Decoding YOLOv3 output with Intel OpenVINO’s backend (Part 1)

Prashant Dandriyal
10 min readJul 4, 2020

--

If MEDIUM troubles you on viewing this, read the complete article on

pra-dan.github.io

Foreword: The article aims at simplifying the process of getting the understandable results from the RAW output of the YOLOv3 models (v3 and v3-tiny). I will be demonstrating the code snippets from the official demo example provided by OpenVINO toolkit that work for both theses versions but I explain only the v3-tiny which can be generalised for the entire v3 family. Also, I strongly suggest you to get a theoritical understanding of the same from the amazing article by Ethan Yanjia Li. I have almost used `Ctrl+C` and `Ctrl+V` from his article to cover up theoritical portions.

Before diving directly into the code, its important to understand some concepts. I will try to summarise them here so they aid in clarifying the other parts.

The YOLOv3 Methodology:

YOLO or You Only Look Once is a single shot detector that is not just another stack of CNNs and FC Layers and perhaps, the paper is itself too chill to give all the crucial details.

Architecture:

The entire system is is divided into two major component: Feature Extractor and Detector, both are multi-scale. When a new image comes in, it goes through the feature extractor first so that we can obtain feature embeddings at three (or more) different scales. Then, these features are feed into three (or more) branches of the detector to get bounding boxes and class information. v3 outputs three feature vectors: (52x52), (26x26) and (13x13) whereas v3-tiny outputs only (26x26) and (13x13).

Anchor Box:

This is something very naive yet amazing. It definitely takes some time to sink in. Read this carefully:Before diving directly into the code, its important to understand some concepts. I will try to summarise them here so they aid in clarifying the other parts.

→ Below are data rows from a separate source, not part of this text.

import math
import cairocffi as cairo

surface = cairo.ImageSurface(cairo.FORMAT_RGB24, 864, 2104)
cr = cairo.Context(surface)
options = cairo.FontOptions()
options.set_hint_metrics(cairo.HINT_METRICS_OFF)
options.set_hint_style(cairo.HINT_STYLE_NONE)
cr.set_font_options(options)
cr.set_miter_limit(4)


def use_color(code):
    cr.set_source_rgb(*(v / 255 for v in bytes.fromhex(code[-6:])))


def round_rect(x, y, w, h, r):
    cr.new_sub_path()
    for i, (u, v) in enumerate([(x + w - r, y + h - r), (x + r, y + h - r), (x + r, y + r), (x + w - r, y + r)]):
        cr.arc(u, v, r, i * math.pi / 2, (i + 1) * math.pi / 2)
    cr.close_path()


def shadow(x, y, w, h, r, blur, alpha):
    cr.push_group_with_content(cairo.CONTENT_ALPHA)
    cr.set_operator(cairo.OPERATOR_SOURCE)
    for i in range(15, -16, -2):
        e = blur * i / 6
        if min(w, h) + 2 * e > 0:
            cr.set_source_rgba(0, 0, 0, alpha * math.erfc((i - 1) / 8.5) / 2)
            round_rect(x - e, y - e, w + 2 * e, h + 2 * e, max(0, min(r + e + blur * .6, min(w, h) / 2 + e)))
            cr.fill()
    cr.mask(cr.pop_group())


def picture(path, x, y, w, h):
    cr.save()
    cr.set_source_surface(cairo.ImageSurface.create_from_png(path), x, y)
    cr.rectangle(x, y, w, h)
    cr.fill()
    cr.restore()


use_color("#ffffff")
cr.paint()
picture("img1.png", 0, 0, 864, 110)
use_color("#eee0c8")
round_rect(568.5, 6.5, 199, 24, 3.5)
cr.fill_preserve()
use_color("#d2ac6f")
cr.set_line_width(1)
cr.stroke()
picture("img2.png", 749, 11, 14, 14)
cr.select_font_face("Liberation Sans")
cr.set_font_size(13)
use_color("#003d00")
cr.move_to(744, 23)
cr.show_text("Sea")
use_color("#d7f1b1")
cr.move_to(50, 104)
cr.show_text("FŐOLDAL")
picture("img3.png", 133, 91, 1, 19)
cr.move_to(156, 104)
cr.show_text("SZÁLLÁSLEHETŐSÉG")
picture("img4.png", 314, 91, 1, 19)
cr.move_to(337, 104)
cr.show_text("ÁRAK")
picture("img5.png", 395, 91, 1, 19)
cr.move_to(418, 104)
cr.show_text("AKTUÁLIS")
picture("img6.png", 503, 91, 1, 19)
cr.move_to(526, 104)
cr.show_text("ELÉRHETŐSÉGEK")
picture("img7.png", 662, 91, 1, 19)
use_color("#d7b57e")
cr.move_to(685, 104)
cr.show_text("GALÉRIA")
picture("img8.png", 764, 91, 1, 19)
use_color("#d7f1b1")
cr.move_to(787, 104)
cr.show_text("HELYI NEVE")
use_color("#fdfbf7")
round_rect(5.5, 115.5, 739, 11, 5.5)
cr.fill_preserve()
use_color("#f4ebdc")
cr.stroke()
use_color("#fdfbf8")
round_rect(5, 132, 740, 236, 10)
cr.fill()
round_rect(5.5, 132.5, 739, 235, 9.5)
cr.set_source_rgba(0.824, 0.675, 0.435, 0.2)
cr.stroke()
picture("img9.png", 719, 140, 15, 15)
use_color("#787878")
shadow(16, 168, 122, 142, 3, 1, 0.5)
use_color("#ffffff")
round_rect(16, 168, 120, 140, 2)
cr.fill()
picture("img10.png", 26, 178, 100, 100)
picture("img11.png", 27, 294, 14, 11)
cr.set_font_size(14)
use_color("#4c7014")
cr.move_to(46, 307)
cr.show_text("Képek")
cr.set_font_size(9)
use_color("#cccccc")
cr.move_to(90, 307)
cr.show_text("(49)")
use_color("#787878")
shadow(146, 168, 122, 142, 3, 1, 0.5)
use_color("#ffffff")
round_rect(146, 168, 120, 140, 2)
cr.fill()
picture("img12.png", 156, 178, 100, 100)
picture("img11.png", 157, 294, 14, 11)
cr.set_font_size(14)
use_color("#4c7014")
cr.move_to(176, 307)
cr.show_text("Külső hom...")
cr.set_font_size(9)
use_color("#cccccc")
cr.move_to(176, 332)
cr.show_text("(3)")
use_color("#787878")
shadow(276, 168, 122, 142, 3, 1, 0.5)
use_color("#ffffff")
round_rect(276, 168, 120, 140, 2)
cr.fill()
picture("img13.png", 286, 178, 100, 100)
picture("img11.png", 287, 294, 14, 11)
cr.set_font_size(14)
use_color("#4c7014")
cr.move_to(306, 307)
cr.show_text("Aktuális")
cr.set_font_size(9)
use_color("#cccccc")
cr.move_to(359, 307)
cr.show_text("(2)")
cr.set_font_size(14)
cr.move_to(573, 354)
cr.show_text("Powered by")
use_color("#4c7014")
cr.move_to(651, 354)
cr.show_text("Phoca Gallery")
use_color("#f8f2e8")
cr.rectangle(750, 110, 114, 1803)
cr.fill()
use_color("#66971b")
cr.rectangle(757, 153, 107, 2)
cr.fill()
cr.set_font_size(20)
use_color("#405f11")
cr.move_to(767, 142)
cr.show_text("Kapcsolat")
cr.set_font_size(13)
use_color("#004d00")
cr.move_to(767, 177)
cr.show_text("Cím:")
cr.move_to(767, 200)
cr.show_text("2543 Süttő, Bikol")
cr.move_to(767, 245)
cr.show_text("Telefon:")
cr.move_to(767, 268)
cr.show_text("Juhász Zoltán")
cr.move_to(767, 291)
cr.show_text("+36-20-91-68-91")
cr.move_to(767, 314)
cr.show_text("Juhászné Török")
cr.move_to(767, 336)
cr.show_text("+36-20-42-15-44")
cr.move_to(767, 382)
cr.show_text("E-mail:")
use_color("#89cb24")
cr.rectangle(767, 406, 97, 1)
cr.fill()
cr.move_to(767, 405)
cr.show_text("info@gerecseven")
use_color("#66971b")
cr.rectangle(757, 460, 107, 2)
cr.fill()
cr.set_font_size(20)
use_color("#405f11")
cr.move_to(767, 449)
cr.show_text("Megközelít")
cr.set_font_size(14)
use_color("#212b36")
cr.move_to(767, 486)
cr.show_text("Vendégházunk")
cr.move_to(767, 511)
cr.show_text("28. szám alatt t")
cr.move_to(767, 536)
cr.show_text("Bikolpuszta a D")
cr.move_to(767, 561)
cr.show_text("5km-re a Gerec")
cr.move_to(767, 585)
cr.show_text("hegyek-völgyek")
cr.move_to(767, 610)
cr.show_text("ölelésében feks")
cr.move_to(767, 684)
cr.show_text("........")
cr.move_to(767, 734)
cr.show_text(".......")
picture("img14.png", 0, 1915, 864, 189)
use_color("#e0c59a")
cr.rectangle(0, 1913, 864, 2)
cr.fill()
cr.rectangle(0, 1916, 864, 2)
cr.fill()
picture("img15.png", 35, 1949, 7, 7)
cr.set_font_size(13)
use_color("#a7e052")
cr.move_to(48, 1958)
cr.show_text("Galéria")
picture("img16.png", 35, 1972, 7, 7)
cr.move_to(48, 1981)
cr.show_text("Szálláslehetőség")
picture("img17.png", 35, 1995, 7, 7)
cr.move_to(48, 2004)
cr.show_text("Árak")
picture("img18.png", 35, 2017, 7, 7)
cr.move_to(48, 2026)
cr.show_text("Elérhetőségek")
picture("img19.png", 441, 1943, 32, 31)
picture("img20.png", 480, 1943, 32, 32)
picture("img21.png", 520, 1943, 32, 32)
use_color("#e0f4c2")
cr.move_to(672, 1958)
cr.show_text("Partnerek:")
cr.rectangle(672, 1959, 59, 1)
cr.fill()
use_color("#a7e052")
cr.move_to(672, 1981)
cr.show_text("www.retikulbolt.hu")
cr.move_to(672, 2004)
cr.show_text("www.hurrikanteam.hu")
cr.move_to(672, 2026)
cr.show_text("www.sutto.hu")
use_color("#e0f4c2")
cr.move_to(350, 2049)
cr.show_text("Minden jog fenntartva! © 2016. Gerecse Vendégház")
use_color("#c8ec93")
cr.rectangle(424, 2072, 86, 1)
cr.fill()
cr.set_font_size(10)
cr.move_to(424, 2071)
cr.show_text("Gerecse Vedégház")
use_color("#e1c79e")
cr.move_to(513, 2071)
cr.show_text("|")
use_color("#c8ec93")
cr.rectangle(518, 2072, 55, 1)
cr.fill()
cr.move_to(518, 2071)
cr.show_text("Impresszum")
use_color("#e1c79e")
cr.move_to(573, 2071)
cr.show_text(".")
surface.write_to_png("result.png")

The goal of object detection is to get a bounding box and its class. Bounding box usually represents in a normalized xmin, ymin, xmax, ymax format. For example, 0.5 xmin and 0.5 ymin mean the top left corner of the box is in the middle of the image. Intuitively, if we want to get a numeric value like 0.5, we are facing a regression problem. We may as well just have the network predict for values and use Mean Square Error to compare with the ground truth. However, due to the large variance of scale and aspect ratio of boxes, researchers found that it’s really hard for the network to converge if we just use this “brute force” way to get a bounding box. Hence, in Faster-RCNN paper, the idea of an anchor box is proposed.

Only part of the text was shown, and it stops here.